## [ABOUT THIS TASK]
Filter by the string "Jacinto": return the lines of the material that contain it.

## [THE DATA]
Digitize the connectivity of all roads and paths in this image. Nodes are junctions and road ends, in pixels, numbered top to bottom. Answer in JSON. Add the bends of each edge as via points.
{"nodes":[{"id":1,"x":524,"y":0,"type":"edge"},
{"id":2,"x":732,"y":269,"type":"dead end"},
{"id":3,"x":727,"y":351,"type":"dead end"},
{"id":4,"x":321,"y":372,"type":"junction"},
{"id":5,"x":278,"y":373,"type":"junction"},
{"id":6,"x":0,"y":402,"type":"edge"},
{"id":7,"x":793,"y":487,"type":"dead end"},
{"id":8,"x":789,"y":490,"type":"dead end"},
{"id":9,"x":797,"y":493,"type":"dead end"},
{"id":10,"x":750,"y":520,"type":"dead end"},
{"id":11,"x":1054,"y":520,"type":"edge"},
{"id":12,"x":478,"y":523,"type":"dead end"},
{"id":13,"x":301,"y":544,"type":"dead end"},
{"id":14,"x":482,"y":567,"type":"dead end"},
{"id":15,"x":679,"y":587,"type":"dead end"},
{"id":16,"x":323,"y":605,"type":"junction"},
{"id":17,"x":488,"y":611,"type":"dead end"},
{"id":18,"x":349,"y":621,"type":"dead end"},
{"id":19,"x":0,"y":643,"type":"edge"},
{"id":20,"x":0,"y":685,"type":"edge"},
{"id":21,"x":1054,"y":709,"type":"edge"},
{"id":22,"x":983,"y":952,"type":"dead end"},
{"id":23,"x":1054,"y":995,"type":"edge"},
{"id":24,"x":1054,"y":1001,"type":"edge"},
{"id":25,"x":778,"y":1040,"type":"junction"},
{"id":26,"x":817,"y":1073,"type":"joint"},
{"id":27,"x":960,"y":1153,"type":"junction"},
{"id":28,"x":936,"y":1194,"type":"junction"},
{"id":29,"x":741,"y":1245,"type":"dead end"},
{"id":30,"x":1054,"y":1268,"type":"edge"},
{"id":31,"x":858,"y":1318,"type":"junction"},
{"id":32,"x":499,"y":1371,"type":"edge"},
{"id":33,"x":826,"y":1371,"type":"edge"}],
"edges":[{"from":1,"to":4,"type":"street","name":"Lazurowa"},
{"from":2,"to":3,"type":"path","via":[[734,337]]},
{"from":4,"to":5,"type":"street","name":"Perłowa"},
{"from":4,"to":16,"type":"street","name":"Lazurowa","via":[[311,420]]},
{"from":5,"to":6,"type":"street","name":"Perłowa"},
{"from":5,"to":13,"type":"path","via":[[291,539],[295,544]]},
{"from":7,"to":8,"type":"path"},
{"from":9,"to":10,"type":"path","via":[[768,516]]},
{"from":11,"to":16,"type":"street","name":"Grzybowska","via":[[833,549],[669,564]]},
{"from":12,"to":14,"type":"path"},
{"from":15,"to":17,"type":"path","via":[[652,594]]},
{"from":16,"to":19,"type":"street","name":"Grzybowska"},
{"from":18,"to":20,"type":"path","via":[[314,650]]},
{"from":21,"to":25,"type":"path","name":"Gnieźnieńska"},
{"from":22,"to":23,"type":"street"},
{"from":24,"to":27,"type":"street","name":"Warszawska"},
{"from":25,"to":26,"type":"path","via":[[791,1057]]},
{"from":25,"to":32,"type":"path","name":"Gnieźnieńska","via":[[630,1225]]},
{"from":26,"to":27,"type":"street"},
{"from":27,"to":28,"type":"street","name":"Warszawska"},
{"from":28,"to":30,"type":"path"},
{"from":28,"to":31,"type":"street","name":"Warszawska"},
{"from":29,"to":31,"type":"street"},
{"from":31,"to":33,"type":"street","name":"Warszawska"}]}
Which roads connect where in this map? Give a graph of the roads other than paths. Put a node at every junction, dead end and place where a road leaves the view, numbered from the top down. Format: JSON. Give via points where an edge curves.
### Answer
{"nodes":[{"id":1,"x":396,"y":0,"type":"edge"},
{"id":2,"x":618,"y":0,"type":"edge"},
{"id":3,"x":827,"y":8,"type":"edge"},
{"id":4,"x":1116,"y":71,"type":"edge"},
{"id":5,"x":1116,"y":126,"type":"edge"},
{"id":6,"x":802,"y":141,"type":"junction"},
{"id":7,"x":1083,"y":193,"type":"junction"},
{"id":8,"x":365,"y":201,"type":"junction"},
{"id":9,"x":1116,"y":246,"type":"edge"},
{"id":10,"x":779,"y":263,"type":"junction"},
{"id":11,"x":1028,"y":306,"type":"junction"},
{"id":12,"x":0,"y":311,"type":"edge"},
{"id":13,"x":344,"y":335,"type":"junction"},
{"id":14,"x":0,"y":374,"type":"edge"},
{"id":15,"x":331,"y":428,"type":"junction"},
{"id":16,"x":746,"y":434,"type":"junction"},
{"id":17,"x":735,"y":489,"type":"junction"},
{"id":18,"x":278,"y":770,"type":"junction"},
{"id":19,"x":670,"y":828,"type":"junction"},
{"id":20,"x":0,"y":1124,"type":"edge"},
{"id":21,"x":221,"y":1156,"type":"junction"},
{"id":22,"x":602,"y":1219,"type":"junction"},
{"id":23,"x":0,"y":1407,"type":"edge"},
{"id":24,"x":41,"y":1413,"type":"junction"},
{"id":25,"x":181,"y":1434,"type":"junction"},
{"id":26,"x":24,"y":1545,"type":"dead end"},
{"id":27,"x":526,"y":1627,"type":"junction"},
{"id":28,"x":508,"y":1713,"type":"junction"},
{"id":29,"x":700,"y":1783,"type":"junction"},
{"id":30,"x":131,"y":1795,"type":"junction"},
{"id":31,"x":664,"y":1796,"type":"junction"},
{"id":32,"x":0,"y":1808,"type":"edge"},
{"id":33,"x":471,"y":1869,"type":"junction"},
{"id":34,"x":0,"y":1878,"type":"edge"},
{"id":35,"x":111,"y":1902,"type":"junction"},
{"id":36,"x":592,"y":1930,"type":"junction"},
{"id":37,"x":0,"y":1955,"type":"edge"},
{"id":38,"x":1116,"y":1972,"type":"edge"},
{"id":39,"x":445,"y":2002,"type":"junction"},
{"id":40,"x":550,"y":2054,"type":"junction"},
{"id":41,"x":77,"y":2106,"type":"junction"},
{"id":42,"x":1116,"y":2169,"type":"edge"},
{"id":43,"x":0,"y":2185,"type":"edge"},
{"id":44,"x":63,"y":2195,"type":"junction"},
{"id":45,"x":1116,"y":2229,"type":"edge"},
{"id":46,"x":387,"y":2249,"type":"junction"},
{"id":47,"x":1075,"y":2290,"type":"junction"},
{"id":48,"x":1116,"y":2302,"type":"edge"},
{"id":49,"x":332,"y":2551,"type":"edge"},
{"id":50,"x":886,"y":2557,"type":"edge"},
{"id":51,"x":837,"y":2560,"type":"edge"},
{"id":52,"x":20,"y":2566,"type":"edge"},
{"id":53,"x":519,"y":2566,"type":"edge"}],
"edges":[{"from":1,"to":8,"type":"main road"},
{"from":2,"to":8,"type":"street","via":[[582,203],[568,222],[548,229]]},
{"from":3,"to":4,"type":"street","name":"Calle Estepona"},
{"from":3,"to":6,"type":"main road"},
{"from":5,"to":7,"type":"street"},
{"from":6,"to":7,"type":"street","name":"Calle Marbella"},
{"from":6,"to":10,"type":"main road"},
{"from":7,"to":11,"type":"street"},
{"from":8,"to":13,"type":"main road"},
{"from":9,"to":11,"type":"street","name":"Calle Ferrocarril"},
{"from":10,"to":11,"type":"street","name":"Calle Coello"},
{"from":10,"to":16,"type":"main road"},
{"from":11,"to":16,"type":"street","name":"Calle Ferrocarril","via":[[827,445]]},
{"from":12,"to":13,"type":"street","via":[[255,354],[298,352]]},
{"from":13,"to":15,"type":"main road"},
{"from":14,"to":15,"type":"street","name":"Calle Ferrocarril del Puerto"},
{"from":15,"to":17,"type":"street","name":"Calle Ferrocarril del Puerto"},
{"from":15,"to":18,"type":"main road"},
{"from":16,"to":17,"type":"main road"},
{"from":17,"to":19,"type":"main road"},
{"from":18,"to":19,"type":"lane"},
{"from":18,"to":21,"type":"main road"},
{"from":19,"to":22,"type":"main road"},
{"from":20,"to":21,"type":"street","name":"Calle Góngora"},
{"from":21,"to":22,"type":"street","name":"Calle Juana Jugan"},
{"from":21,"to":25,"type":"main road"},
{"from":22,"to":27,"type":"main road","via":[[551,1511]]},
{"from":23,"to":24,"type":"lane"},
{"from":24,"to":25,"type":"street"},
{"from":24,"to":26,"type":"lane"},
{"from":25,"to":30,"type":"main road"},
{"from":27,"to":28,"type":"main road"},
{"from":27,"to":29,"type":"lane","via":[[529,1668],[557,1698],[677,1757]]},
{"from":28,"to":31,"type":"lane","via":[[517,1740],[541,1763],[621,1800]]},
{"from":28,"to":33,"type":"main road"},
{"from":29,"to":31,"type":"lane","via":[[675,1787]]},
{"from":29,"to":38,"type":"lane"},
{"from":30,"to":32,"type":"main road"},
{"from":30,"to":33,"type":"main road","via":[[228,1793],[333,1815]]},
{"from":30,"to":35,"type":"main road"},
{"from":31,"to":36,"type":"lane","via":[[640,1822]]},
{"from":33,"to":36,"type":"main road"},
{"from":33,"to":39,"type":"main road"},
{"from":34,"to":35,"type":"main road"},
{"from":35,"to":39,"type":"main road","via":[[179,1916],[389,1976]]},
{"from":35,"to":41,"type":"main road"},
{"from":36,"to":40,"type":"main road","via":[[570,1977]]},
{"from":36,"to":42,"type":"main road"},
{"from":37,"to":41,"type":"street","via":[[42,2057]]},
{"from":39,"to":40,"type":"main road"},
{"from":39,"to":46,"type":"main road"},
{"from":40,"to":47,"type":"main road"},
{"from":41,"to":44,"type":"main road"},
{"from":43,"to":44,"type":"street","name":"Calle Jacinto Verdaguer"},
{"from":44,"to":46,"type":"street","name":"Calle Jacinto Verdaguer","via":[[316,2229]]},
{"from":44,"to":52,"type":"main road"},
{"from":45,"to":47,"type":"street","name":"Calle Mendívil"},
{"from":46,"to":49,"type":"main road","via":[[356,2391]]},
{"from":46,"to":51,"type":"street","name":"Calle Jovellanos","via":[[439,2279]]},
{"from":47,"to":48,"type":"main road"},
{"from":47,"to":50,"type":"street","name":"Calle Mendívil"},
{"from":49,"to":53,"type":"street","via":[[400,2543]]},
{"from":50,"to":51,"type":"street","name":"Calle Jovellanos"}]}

## [TASK RESPONSE]
{"from":43,"to":44,"type":"street","name":"Calle Jacinto Verdaguer"},
{"from":44,"to":46,"type":"street","name":"Calle Jacinto Verdaguer","via":[[316,2229]]},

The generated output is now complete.